In 2011 fans got the chance to change history. They released a special edition version of the story, with newly-shot footage, replacement CGI and re-recorded Dalek voices by Nicholas Briggs. While it was nice to see a slightly new version of a familiar story, the replacements sought to limit the high camp of Who. Cheap CGI looks as bad as dated miniatures. Briggs is a talented performer, but his presence represents the great difference between old and new Who. Old Who has a variety; tone, performance and ability varied wildly from story to story. In new Who, everything is the same. It results in everything being a bit safer but a lot less interesting. It was nice that the Daleks sounded different from story to story.

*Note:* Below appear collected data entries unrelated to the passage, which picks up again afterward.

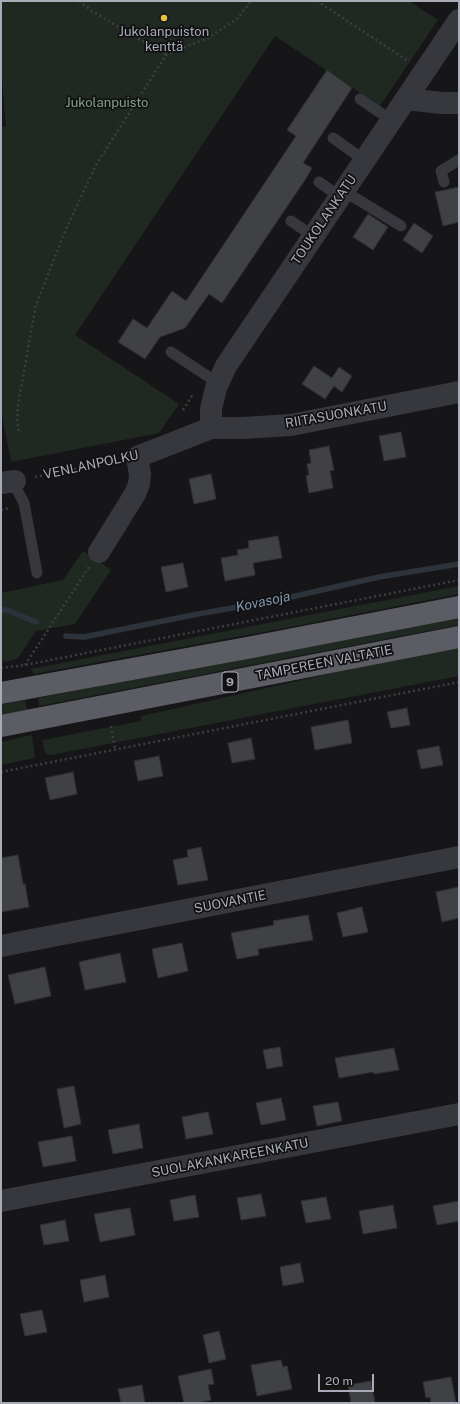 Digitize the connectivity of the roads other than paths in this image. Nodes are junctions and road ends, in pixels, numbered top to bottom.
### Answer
1 (459, 20) edge
2 (360, 99) dead end
3 (406, 99) junction
4 (459, 102) edge
5 (391, 120) junction
6 (333, 138) dead end
7 (364, 160) junction
8 (459, 160) edge
9 (319, 182) dead end
10 (444, 182) dead end
11 (342, 194) junction
12 (291, 221) dead end
13 (401, 226) dead end
14 (313, 236) junction
15 (171, 352) dead end
16 (218, 383) junction
17 (459, 392) edge
18 (211, 428) junction
19 (8, 482) edge
20 (99, 552) road end
21 (37, 573) dead end
22 (459, 607) edge
23 (459, 637) edge
24 (1, 693) edge
25 (1, 726) edge
26 (459, 857) edge
27 (1, 946) edge
28 (459, 1114) edge
29 (1, 1201) edge

1 - 3 street, TOUKOLANKATU
2 - 5 lane
3 - 4 street
3 - 5 street, TOUKOLANKATU
5 - 7 street, TOUKOLANKATU
6 - 7 lane
7 - 11 street, TOUKOLANKATU
8 - 10 lane
9 - 11 lane
11 - 13 lane
11 - 14 street, TOUKOLANKATU
12 - 14 lane
14 - 16 street, TOUKOLANKATU
15 - 16 lane
16 - 18 street, TOUKOLANKATU
17 - 18 street, RIITASUONKATU
18 - 20 street, VENLANPOLKU
19 - 21 lane
22 - 24 highway, 9
23 - 25 highway, TAMPEREEN VALTATIE / 9
26 - 27 street, SUOVANTIE
28 - 29 street, SUOLAKANKAREENKATU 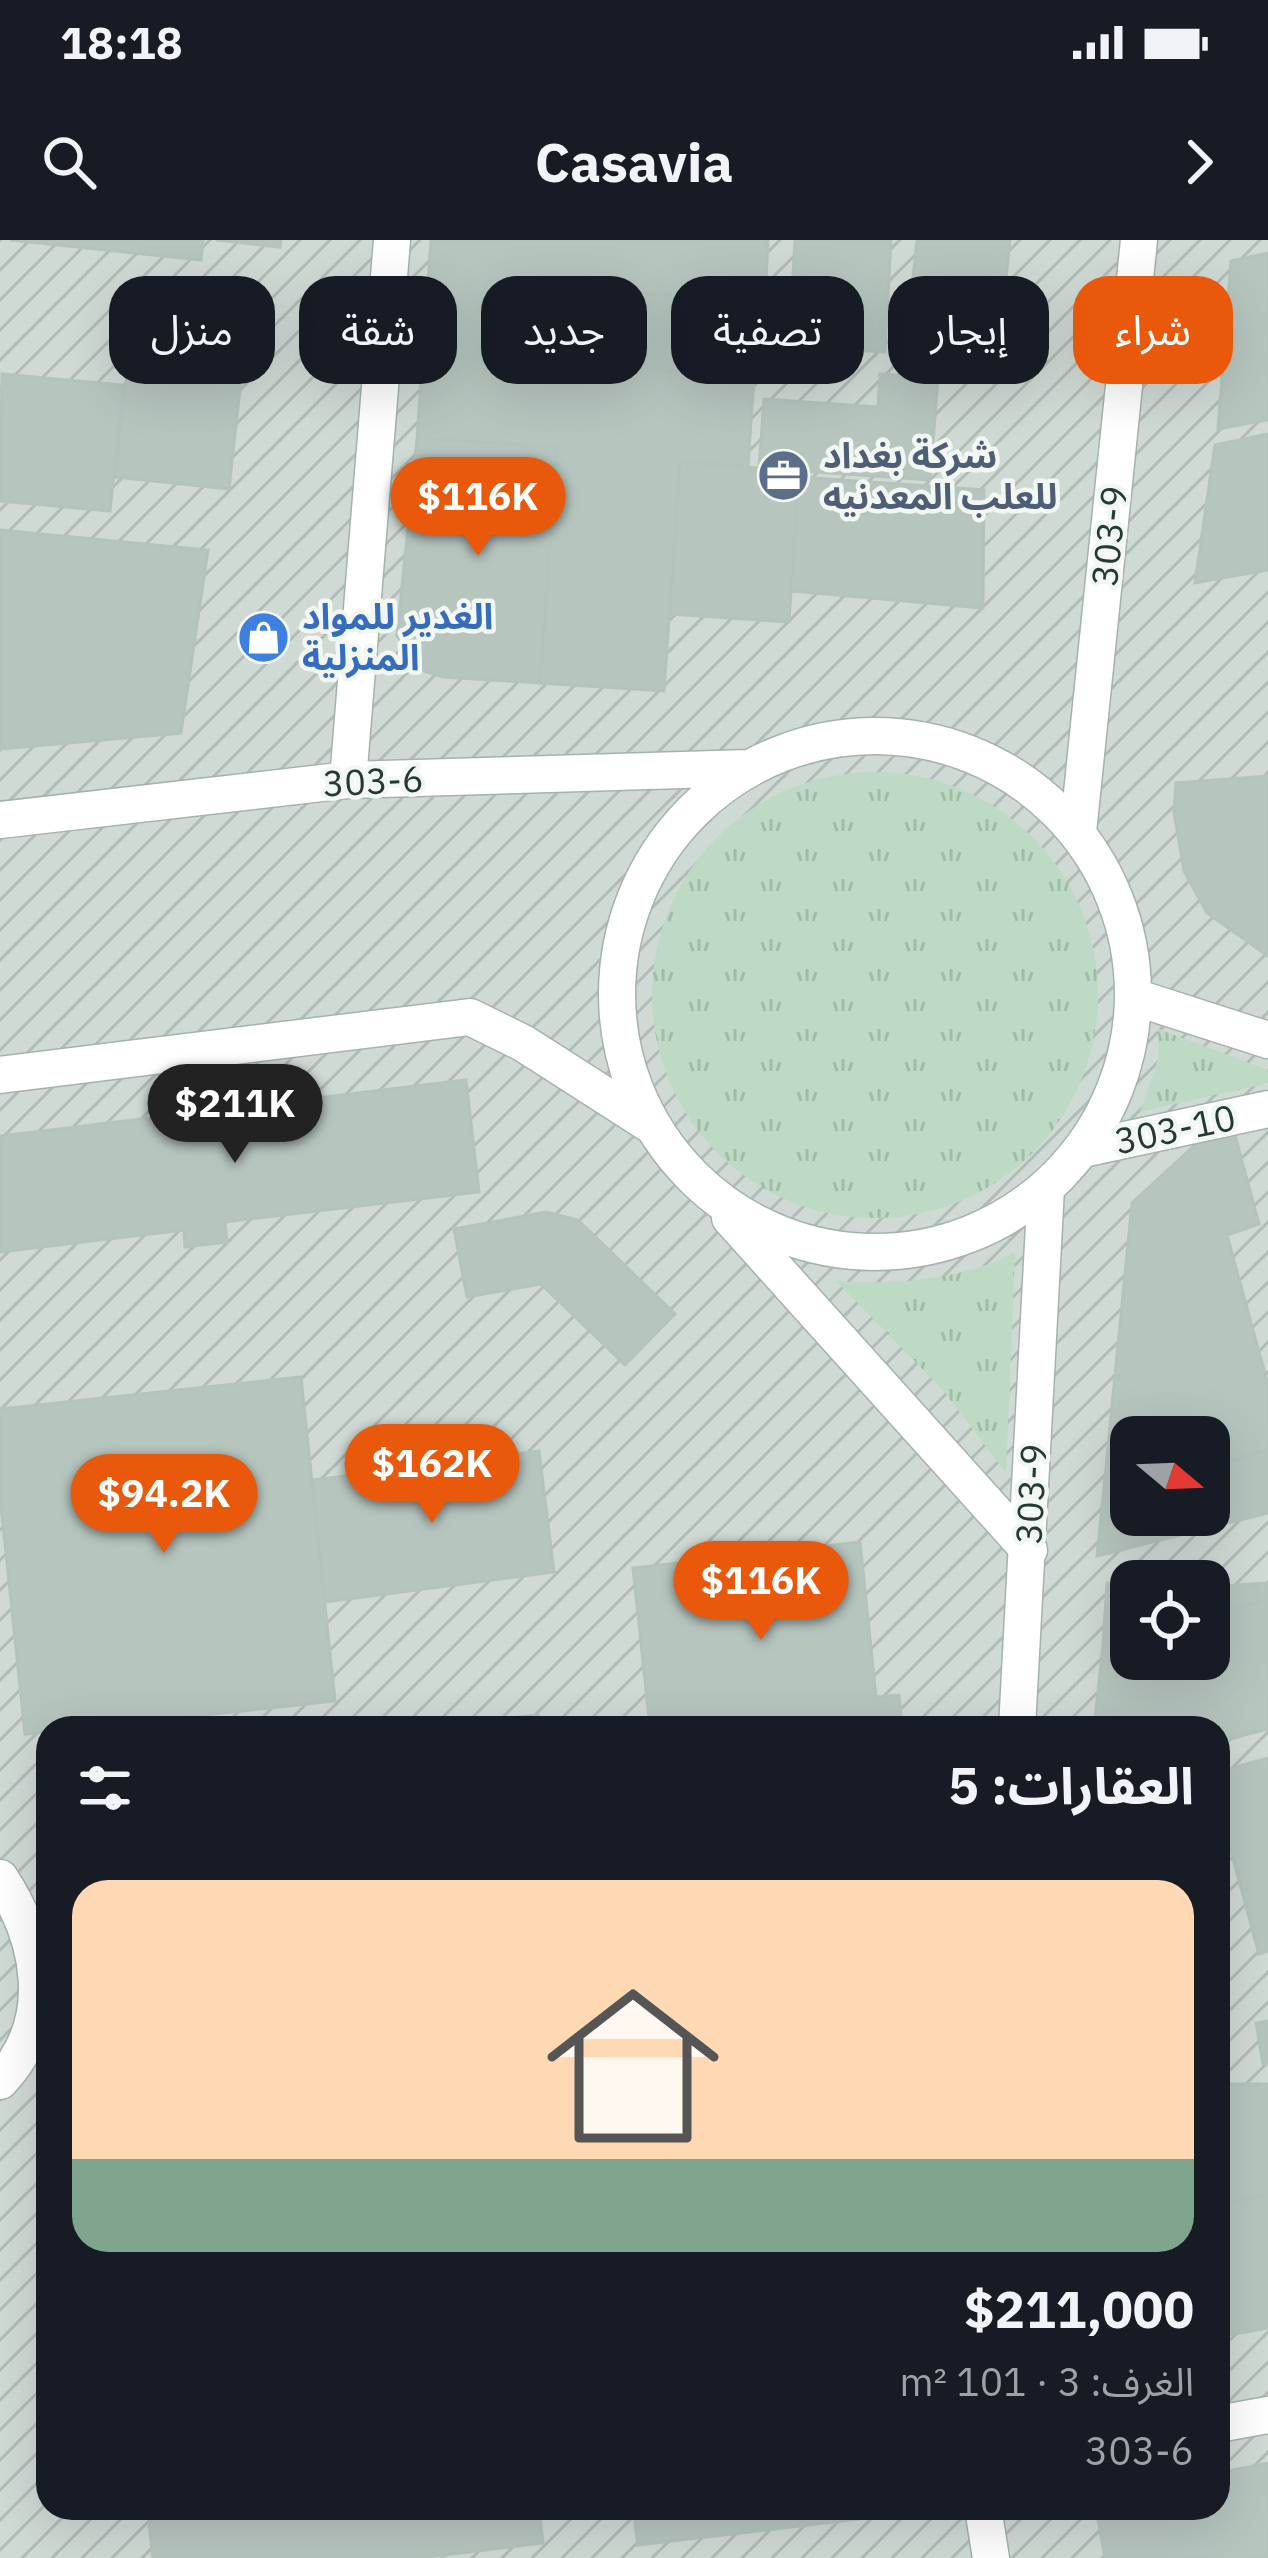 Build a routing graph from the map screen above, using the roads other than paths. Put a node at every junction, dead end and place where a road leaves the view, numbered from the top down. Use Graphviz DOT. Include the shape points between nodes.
graph roads {
  1 [pos="392,240"];
  2 [pos="1139,240"];
  3 [pos="748,768"];
  4 [pos="348,781"];
  5 [pos="0,820"];
  6 [pos="1078,832"];
  7 [pos="1134,997"];
  8 [pos="1268,1040"];
  9 [pos="0,1075"];
  10 [pos="1268,1108"];
  11 [pos="651,1125"];
  12 [pos="1083,1149"];
  13 [pos="703,1189"];
  14 [pos="1046,1189"];
  15 [pos="1029,1550"];
  16 [pos="1017,1716"];
  17 [pos="0,1878"];
  18 [pos="36,1960"];
  19 [pos="36,1994"];
  20 [pos="0,2080"];
  21 [pos="1268,2415"];
  22 [pos="1230,2422"];
  23 [pos="985,2520"];
  24 [pos="991,2558"];
  1 -- 4 [label="street"];
  2 -- 6 [label="street, 303-9"];
  3 -- 4 [label="street, 303-6"];
  3 -- 6 [label="street" via="816,741 889,734 960,748 1026,782"];
  3 -- 11 [label="street" via="683,819 639,888 617,967 622,1049"];
  4 -- 5 [label="street, 303-6"];
  6 -- 7 [label="street" via="1120,910"];
  7 -- 8 [label="street"];
  7 -- 12 [label="street" via="1120,1077"];
  9 -- 11 [label="street" via="470,1017"];
  10 -- 12 [label="street, 303-10"];
  11 -- 13 [label="street"];
  12 -- 14 [label="street"];
  13 -- 14 [label="street" via="766,1229 837,1251 912,1251 984,1230"];
  13 -- 15 [label="street"];
  14 -- 15 [label="street, 303-9"];
  15 -- 16 [label="street, 303-9"];
  17 -- 18 [label="street" via="26,1917"];
  19 -- 20 [label="street" via="34,2019"];
  21 -- 22 [label="street"];
  23 -- 24 [label="street"];
} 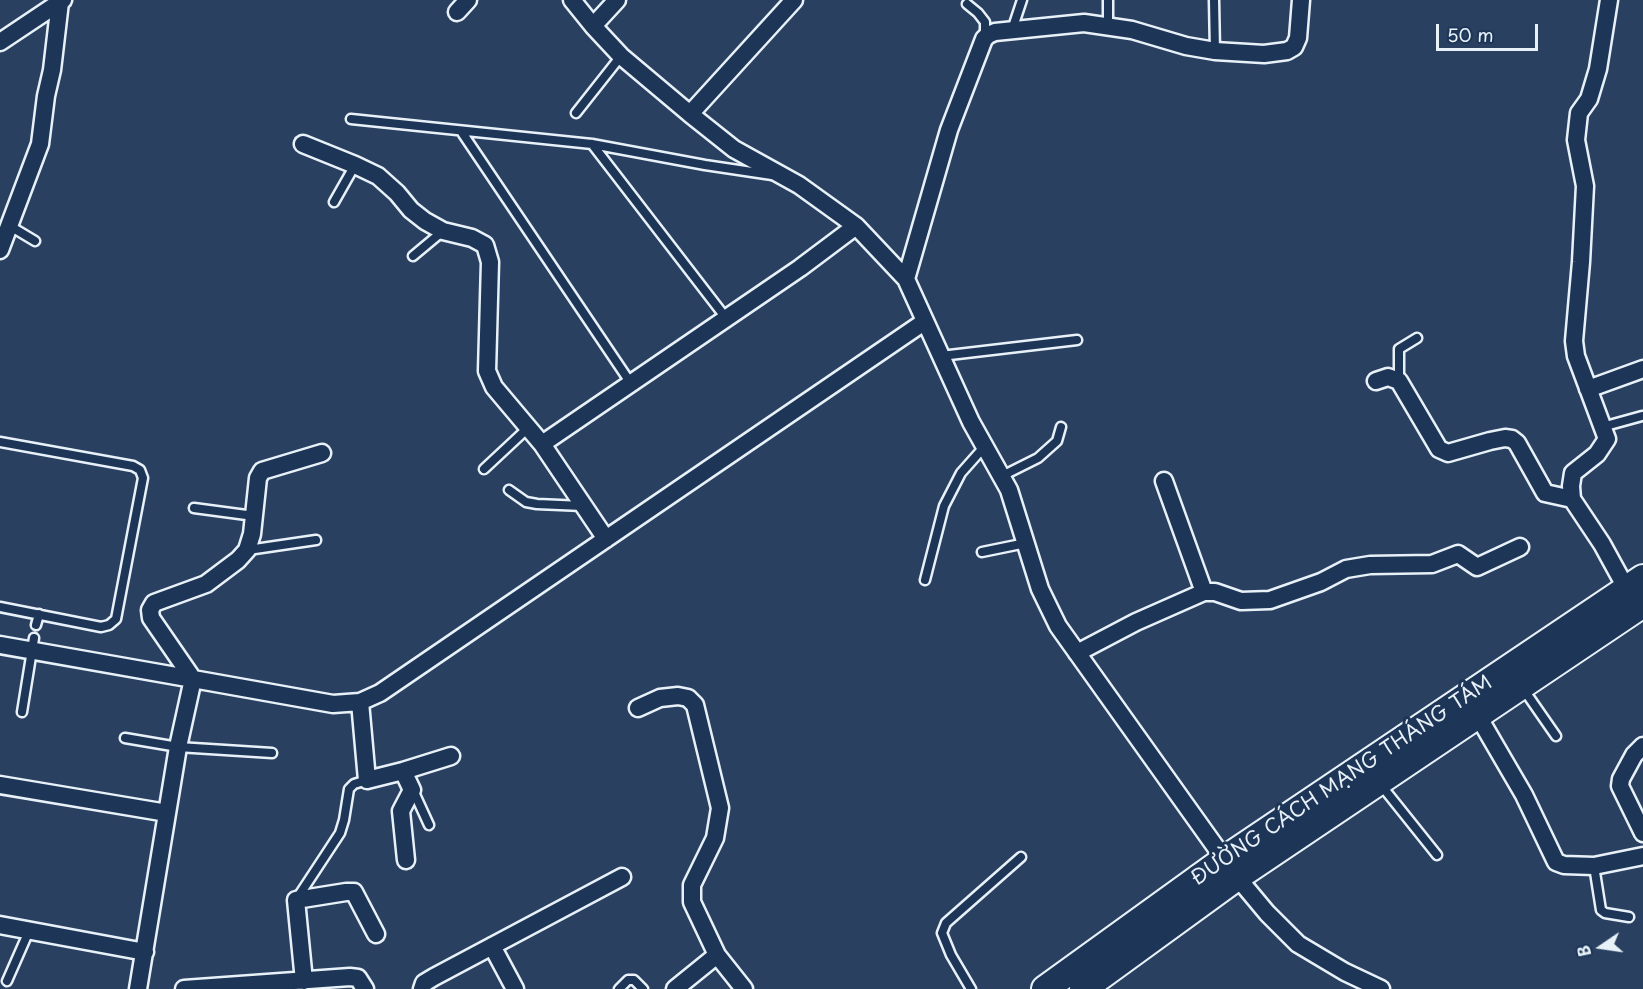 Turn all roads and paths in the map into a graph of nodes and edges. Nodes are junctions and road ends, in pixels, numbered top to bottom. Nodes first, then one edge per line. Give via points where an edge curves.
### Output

The key thing is that special effects really don’t matter, especially in old Who, which was mainly about people standing in rooms having conversations. The greatest special effect in Day of the Daleks episode four is Jon Pertwee, who changes the course of history through the sheer force of his personality. Paul Bernard knows this, and knows that the close-up of Doctor Jon’s face when he delivers lines about ‘quislings’ will be a thousand times more effective than an army of Daleks invading a country house. Nobody really dies – the show is all about heightened performance – so it never really matters whether characters got hit by an invisible or sparkly green ray gun beam. What matters is that we know someone has died.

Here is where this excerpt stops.